Interesses locais ditam direção das obras do plano habitacional

Ex-secretária do Ministério das Cidades, Hermínia Maricato, afirma que pacote é imobiliário, e não habitacional

SÃO PAULO - Em entrevista ao estadao.com.br, a arquiteta Hermínia Maricato, ex-secretária-executiva do Ministério das Cidades, comentou o pacote habitacional Minha Casa, Minha Vida, lançado neste mês pelo governo Lula. Leia os principais trechos da entrevista:

Todo mundo está falando o governo não está fazendo uma política urbana, mas um pacote imobiliário. De fato, o principal objetivo desse pacote é criar emprego, e eu não acho isso demérito. Porque nós não sabemos o que vai acontecer nos próximos anos.

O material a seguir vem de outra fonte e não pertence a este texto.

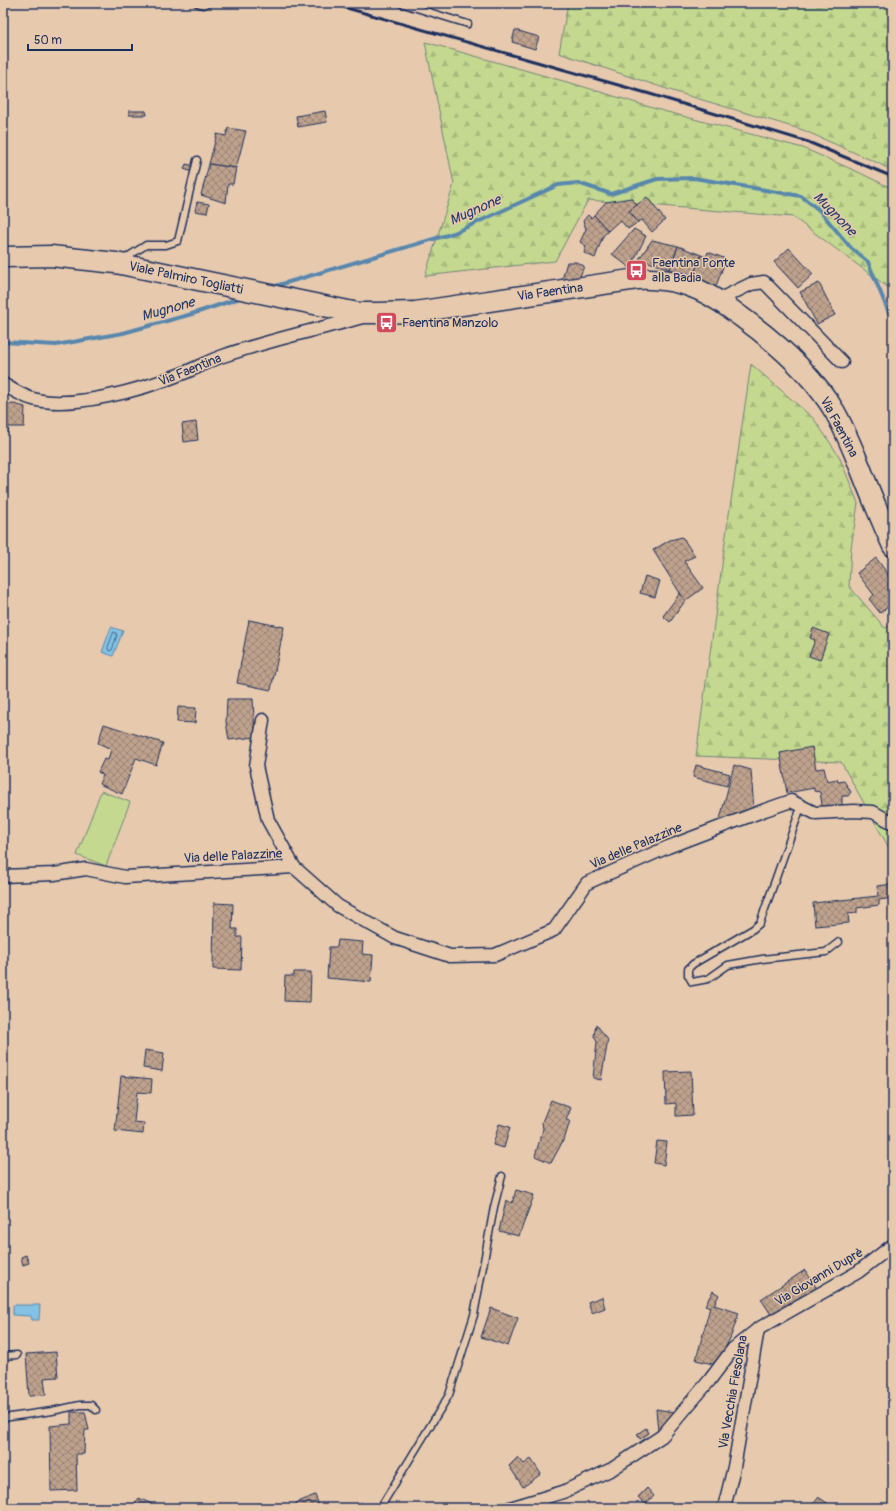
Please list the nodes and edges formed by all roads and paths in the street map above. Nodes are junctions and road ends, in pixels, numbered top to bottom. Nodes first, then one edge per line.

Nós tivemos nos anos 90 um desemprego muito forte, que trouxe uma nova realidade para as nossas metrópoles. Se você somar o ajuste fiscal, que causou esse desemprego, uma queda no PIB brasileiro, e com as políticas públicas recuando, tivemos o surgimento de uma realidade urbana que não conhecíamos, com abandono de crianças... Coisas que não existiam antes dos anos 80. (Surgiu) uma geração de jovens na periferia que desconheceram o que é emprego, o que é uma escola decente, um transporte que dê condições de circular pelas áreas da cidade que oferecem lazer e cultura, por exemplo.

Poder dos municípios

Esse problema urbano é muito importante, porém, a Constituição Federal remeteu aos municípios a questão da política urbana, e o governo federal não pode definir uma política urbana para esses novos conjuntos. Pode estabelecer condicionalidades. Há juristas que dizem que os municípios não são obrigados a seguir definições mais detalhadas, que podem até se recusar. O governo federal pode definir diretrizes, mas diretrizes são aquela coisa vaga...

Outra coisa que pode acontecer: o governo federal faz uma condicionalidade e a Caixa Econômica (Federal) faz uma normativa dizendo que o conjunto tem de estar a menos de 200 metros de transporte público, de uma escola de ensino fundamental, de um posto de saúde... Mas a Caixa não tem condições operacionais de pegar uma normativa dessas e aprovar cada município do País.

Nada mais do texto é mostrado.